▶ **Stored data**:
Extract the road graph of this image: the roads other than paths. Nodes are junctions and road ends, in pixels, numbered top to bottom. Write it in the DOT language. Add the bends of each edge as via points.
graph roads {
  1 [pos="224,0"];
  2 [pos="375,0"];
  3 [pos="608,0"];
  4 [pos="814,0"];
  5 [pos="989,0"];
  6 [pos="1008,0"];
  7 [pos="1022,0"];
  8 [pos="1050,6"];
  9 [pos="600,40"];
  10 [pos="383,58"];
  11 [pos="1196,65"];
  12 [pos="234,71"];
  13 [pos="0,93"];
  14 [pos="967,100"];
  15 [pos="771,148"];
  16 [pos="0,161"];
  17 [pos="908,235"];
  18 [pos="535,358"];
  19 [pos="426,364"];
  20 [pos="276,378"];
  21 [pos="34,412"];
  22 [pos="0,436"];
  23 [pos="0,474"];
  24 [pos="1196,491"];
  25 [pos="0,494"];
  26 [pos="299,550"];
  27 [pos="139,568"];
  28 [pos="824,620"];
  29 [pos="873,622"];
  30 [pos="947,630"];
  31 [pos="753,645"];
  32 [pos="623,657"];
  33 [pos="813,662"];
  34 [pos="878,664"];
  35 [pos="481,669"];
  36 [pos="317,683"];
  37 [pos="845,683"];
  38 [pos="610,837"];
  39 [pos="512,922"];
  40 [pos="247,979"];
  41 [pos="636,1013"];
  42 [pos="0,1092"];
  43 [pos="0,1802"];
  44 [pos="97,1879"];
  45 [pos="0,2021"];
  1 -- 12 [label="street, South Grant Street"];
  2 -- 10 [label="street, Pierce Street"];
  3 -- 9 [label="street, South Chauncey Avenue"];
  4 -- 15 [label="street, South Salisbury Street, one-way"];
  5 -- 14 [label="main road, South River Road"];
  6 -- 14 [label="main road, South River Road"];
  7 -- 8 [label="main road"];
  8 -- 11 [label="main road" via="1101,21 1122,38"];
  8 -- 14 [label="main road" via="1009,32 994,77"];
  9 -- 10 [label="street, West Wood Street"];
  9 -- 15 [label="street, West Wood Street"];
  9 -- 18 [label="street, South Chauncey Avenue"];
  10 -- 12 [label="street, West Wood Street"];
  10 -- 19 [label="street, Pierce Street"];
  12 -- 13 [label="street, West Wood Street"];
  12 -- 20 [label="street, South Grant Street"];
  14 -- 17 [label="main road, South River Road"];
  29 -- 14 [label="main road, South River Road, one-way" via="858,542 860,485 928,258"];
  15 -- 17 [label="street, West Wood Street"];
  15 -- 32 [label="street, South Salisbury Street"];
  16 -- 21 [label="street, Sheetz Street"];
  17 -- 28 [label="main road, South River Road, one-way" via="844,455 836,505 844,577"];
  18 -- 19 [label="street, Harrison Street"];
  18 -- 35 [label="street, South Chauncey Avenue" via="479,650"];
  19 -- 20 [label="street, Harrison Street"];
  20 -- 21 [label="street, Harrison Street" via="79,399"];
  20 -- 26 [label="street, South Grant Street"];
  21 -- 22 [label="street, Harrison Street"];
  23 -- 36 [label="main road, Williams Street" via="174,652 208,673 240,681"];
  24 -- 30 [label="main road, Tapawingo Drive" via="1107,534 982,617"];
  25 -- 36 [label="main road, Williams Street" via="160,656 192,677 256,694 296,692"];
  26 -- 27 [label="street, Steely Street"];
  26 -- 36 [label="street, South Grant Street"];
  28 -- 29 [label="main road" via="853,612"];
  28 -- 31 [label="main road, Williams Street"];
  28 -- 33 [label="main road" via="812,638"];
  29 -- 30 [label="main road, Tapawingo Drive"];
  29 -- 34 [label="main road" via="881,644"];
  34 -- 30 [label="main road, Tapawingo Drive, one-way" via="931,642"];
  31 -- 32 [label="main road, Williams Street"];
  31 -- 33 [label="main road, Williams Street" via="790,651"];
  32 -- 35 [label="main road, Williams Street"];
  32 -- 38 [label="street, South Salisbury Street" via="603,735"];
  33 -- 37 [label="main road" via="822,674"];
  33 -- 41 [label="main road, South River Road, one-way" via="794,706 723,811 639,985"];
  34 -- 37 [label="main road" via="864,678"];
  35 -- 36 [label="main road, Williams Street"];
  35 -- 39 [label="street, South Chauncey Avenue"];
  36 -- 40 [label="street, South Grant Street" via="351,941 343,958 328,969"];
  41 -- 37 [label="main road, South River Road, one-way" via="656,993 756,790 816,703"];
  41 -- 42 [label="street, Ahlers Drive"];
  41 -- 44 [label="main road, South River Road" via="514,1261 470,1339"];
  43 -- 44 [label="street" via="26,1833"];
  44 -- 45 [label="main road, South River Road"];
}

▶ **Problem requirements**:
Only lines of the material that contain the word "graph" belong in the answer; copy each one.

▶ **Task response**:
Extract the road graph of this image: the roads other than paths. Nodes are junctions and road ends, in pixels, numbered top to bottom. Write it in the DOT language. Add the bends of each edge as via points.
graph roads {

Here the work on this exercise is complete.